Getting quicker was not high on my priorities this year, but speed, as well as drastically improving my race times, was definitely a big factor in making this year a different year. And in this last month as I run in a non-training mind frame, I’m only getting faster without intentionally running faster.
I’ve been a big fan of rotating shoes since I started that in early 2010. This summer I added in another pair to the mix and now rotate two pairs of Brooks Ravenna and one pair of Brooks Ghost 3, which is nearing the end of its life. In addition to alternating shoes when running, I also alternate what I wear to work from a brown casual pair to a pair of New Balance to a couple of pairs of retired running shoes.

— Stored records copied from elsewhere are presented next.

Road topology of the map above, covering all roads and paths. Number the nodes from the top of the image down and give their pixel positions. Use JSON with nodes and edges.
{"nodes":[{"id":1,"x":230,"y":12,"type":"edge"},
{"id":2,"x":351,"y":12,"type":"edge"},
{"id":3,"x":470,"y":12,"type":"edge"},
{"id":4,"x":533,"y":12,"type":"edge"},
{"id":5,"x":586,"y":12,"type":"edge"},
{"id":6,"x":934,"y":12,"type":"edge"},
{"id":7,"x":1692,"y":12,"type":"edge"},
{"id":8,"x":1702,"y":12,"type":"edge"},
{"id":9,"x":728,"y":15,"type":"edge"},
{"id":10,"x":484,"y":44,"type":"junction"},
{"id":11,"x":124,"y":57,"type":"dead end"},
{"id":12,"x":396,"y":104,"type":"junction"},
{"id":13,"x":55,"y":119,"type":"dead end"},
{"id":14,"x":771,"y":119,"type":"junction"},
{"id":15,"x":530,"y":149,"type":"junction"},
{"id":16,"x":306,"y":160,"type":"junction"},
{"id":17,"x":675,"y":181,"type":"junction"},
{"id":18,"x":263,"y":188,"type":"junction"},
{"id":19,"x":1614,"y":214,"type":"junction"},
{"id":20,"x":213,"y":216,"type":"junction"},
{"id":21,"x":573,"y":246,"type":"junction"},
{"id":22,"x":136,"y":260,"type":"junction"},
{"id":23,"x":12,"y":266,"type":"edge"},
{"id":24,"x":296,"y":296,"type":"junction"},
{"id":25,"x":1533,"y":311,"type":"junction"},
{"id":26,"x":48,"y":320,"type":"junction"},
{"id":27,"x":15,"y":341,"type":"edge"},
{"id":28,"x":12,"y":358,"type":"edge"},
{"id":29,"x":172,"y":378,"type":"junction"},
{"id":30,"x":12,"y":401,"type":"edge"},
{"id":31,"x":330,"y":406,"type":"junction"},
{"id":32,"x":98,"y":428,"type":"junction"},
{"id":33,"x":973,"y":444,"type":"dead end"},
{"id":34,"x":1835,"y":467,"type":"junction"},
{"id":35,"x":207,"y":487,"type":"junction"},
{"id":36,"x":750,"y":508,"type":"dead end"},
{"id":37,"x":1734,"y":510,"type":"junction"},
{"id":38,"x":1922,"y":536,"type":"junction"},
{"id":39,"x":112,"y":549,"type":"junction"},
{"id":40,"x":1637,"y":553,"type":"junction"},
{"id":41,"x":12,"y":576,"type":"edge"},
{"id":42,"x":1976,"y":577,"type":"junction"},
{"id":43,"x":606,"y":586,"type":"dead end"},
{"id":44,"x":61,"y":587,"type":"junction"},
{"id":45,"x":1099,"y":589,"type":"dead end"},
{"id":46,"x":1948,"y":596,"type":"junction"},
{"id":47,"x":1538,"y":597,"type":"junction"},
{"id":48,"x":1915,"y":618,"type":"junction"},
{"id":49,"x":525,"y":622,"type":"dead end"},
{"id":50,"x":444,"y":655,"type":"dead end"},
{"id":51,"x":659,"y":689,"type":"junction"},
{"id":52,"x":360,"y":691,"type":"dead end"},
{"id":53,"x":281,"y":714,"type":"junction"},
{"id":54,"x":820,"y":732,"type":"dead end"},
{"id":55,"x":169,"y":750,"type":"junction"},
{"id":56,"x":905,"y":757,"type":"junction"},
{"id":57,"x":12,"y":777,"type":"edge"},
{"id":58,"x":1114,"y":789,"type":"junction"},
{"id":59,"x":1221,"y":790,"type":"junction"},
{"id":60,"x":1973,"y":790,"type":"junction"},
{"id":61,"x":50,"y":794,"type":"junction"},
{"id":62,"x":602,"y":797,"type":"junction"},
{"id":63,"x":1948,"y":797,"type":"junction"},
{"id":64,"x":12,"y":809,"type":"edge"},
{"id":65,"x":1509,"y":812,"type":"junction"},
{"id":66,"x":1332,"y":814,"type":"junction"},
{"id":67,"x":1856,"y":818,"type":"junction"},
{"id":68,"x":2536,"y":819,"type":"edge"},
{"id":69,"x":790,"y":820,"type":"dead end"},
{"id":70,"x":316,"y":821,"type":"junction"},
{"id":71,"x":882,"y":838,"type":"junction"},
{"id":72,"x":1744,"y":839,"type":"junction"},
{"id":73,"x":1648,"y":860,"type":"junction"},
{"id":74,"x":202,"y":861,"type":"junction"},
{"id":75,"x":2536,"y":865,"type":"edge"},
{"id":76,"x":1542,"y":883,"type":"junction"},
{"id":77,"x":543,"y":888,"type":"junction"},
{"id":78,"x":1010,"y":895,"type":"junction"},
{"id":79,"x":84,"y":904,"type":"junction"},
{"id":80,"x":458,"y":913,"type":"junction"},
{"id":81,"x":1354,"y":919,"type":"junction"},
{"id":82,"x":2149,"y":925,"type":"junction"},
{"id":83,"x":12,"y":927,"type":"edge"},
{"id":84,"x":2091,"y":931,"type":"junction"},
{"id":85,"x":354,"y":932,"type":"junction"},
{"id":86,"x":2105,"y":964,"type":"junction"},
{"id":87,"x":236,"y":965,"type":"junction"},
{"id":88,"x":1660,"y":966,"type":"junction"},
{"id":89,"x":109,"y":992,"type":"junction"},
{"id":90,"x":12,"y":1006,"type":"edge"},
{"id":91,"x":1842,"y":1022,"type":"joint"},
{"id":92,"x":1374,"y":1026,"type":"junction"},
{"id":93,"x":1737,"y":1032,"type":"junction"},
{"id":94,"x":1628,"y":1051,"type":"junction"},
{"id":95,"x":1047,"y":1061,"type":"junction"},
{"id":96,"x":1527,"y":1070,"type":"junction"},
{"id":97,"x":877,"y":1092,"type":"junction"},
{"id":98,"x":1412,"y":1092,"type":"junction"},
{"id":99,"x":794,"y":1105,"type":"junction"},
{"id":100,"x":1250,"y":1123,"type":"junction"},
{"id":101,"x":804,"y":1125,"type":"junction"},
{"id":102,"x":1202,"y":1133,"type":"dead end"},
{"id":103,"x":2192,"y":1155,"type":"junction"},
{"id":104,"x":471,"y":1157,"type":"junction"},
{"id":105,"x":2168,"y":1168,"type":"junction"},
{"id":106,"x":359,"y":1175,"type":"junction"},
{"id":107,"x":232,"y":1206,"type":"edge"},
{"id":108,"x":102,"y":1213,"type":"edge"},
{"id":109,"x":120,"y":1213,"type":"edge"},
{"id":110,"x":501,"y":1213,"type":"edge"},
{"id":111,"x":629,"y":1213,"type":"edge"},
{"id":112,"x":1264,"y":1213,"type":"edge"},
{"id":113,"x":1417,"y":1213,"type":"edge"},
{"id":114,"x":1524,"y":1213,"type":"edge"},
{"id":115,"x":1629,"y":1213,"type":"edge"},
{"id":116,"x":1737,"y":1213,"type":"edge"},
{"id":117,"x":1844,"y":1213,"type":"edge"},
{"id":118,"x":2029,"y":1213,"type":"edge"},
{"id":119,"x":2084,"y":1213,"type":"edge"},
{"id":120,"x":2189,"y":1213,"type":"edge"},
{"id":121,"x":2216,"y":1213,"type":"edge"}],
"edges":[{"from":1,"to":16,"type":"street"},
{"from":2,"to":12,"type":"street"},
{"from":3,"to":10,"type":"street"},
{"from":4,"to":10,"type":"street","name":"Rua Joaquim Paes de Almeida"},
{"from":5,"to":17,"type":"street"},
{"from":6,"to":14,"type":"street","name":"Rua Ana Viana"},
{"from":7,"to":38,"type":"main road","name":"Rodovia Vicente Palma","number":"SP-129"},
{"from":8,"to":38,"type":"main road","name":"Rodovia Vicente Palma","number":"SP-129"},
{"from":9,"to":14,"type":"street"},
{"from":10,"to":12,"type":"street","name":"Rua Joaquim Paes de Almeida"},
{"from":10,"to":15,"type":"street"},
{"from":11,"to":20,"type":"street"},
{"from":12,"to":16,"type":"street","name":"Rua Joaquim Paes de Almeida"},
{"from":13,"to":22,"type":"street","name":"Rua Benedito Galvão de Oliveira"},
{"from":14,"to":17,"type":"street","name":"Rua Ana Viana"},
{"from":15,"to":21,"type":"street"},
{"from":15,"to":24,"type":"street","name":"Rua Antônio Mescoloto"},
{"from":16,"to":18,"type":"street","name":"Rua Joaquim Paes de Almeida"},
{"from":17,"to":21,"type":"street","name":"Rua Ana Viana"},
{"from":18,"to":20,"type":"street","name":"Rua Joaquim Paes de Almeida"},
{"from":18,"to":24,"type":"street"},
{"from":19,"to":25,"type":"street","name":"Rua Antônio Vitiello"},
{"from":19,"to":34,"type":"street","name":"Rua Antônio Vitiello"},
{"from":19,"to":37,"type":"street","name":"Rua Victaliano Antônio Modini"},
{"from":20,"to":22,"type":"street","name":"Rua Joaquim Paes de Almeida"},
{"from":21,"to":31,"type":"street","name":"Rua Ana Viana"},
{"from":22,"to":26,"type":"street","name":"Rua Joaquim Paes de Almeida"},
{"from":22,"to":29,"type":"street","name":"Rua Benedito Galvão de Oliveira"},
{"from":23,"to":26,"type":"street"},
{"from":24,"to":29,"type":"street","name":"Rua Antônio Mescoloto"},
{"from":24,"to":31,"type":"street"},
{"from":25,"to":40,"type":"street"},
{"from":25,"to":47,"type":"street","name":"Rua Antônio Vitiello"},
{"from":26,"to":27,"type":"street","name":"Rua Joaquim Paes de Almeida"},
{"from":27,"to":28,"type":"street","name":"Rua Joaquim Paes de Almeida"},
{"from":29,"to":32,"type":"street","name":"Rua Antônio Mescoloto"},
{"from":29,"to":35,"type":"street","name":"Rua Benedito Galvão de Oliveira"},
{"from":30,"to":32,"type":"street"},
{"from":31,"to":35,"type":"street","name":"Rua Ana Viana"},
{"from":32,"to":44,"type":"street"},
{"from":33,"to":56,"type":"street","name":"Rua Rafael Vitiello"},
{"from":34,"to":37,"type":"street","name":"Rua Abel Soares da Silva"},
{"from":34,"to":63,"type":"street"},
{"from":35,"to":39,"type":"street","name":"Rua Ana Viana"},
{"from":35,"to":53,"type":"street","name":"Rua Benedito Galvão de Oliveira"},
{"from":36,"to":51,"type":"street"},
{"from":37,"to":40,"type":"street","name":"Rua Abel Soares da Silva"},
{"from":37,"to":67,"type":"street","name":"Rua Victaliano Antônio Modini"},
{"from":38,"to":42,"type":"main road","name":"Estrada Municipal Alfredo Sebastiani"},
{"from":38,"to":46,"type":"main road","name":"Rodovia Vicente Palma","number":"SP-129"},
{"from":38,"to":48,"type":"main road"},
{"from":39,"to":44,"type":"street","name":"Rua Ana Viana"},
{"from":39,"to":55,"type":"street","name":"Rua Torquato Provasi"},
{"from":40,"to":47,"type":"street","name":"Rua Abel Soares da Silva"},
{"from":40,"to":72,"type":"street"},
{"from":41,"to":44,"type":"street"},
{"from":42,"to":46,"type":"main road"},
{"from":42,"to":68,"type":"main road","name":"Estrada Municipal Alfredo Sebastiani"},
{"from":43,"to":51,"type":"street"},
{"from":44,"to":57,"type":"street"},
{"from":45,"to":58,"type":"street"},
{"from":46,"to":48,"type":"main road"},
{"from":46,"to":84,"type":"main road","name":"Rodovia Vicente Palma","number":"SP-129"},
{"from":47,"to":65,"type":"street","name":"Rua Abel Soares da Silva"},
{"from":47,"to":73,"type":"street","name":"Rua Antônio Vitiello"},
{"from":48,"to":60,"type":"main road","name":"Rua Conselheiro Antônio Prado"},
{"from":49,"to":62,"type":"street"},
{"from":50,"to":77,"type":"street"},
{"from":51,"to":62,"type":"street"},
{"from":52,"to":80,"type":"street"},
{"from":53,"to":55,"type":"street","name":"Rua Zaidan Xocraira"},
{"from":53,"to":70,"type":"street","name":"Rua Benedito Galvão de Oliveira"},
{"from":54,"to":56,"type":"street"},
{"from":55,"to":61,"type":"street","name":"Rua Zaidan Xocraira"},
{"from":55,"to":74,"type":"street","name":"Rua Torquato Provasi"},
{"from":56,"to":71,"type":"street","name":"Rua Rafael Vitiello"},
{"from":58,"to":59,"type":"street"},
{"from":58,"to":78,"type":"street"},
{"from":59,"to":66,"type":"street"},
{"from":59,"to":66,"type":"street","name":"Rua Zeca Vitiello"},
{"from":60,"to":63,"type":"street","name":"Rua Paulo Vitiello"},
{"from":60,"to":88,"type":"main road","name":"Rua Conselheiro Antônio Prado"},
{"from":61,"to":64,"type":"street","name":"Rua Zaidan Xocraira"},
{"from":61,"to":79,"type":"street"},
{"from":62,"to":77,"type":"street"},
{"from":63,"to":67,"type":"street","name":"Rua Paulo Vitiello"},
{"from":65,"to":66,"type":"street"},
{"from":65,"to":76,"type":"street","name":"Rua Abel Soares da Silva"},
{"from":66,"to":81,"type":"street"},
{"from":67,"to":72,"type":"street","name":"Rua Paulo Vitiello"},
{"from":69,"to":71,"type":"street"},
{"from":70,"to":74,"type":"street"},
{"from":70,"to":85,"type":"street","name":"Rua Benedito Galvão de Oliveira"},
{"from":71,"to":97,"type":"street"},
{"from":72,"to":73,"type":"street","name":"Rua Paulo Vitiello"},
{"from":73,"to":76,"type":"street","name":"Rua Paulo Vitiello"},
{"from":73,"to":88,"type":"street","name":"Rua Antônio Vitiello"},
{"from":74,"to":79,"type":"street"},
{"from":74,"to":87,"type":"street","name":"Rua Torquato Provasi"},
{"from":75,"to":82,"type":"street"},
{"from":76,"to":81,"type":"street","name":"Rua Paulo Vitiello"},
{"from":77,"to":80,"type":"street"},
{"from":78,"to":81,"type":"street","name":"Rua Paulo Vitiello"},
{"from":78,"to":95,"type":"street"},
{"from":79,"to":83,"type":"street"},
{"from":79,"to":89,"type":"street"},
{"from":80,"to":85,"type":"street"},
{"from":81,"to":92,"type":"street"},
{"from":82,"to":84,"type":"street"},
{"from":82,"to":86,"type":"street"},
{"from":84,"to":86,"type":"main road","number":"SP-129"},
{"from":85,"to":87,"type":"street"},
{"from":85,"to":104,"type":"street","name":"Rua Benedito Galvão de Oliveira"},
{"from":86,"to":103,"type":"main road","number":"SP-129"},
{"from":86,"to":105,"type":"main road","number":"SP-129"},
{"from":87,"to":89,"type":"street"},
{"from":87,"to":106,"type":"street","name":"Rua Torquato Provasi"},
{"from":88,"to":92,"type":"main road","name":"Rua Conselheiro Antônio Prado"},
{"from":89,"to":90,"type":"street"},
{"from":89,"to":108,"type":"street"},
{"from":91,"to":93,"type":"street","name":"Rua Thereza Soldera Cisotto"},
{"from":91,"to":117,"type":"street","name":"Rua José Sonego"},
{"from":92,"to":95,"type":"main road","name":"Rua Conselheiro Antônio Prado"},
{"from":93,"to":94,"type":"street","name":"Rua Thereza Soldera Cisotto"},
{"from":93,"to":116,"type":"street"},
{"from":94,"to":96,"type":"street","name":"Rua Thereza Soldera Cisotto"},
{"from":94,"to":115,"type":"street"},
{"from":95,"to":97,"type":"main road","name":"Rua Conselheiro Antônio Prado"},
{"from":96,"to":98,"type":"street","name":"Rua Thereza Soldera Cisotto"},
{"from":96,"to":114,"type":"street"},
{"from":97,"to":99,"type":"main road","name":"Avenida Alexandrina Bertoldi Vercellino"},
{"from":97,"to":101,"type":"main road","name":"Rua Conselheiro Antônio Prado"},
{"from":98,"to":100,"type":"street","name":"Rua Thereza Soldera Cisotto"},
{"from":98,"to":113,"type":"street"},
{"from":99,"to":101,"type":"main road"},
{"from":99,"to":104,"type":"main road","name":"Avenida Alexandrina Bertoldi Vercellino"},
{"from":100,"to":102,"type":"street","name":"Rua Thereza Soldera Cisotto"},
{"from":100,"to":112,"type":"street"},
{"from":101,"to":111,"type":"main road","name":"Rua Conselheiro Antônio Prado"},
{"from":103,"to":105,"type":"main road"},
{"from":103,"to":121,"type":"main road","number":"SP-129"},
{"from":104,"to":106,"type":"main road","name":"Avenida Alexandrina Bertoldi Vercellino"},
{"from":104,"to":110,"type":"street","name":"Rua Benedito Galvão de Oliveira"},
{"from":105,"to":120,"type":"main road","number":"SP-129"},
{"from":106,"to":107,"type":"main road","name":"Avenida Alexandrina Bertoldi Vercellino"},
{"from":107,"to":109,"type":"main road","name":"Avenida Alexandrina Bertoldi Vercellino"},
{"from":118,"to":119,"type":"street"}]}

I think all these combinations have kept my legs and joints from another repetition-type injury.
Walking at work
I don’t talk nearly enough about this, but the job I started in the spring has a great workout program. I generally add a couple of walking miles a day to the time on my feet Monday-Friday. That extra movement, especially on days that I feel sluggish or sore, has been key. That said, if I ever change jobs, I will insist that I be allowed walking time.
Better training log
While I was training for Baltimore, I utilized a Google Documents spreadsheet to closely monitor my weekly mileage, as well as my cumulative mileage and how it compared to what I did in 2010 when training for the Richmond Marathon. That led me to always know where I stood with my mileage at any given time. I’ll admit at times it make me obsess a bit more about things than I normally would have, but I intend on refining the process in 2012.
As I look ahead to 2012, I’m looking forward to trying even more new things and improving on what I’ve already done differently. Things such as cross training, which I did a lot of in 2011, need to take more priority, as do losing 10 pounds that I never seem to try hard enough to lose. For now, though, I’m looking forward to these last few days of the year.